◆ Instructions to follow
Restate the entries below verbatim.

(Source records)
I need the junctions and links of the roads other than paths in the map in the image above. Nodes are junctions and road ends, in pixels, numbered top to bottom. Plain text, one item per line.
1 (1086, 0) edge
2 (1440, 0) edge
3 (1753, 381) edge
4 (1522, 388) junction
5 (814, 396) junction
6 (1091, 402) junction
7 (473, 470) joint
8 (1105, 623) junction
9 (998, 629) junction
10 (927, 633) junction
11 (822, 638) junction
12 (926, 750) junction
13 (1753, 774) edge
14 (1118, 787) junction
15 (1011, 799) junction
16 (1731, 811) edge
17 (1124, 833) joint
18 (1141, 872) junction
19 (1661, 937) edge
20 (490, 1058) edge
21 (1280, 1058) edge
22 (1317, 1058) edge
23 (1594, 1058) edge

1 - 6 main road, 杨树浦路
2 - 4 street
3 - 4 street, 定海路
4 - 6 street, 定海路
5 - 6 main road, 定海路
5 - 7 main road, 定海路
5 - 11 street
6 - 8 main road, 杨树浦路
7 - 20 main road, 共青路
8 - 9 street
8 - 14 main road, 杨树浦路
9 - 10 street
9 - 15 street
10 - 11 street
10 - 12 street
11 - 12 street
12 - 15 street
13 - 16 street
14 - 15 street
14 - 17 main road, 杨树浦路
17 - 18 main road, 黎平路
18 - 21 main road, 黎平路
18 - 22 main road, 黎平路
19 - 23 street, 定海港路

◆ Answer section
I need the junctions and links of the roads other than paths in the map in the image above. Nodes are junctions and road ends, in pixels, numbered top to bottom. Plain text, one item per line.
1 (1086, 0) edge
2 (1440, 0) edge
3 (1753, 381) edge
4 (1522, 388) junction
5 (814, 396) junction
6 (1091, 402) junction
7 (473, 470) joint
8 (1105, 623) junction
9 (998, 629) junction
10 (927, 633) junction
11 (822, 638) junction
12 (926, 750) junction
13 (1753, 774) edge
14 (1118, 787) junction
15 (1011, 799) junction
16 (1731, 811) edge
17 (1124, 833) joint
18 (1141, 872) junction
19 (1661, 937) edge
20 (490, 1058) edge
21 (1280, 1058) edge
22 (1317, 1058) edge
23 (1594, 1058) edge

1 - 6 main road, 杨树浦路
2 - 4 street
3 - 4 street, 定海路
4 - 6 street, 定海路
5 - 6 main road, 定海路
5 - 7 main road, 定海路
5 - 11 street
6 - 8 main road, 杨树浦路
7 - 20 main road, 共青路
8 - 9 street
8 - 14 main road, 杨树浦路
9 - 10 street
9 - 15 street
10 - 11 street
10 - 12 street
11 - 12 street
12 - 15 street
13 - 16 street
14 - 15 street
14 - 17 main road, 杨树浦路
17 - 18 main road, 黎平路
18 - 21 main road, 黎平路
18 - 22 main road, 黎平路
19 - 23 street, 定海港路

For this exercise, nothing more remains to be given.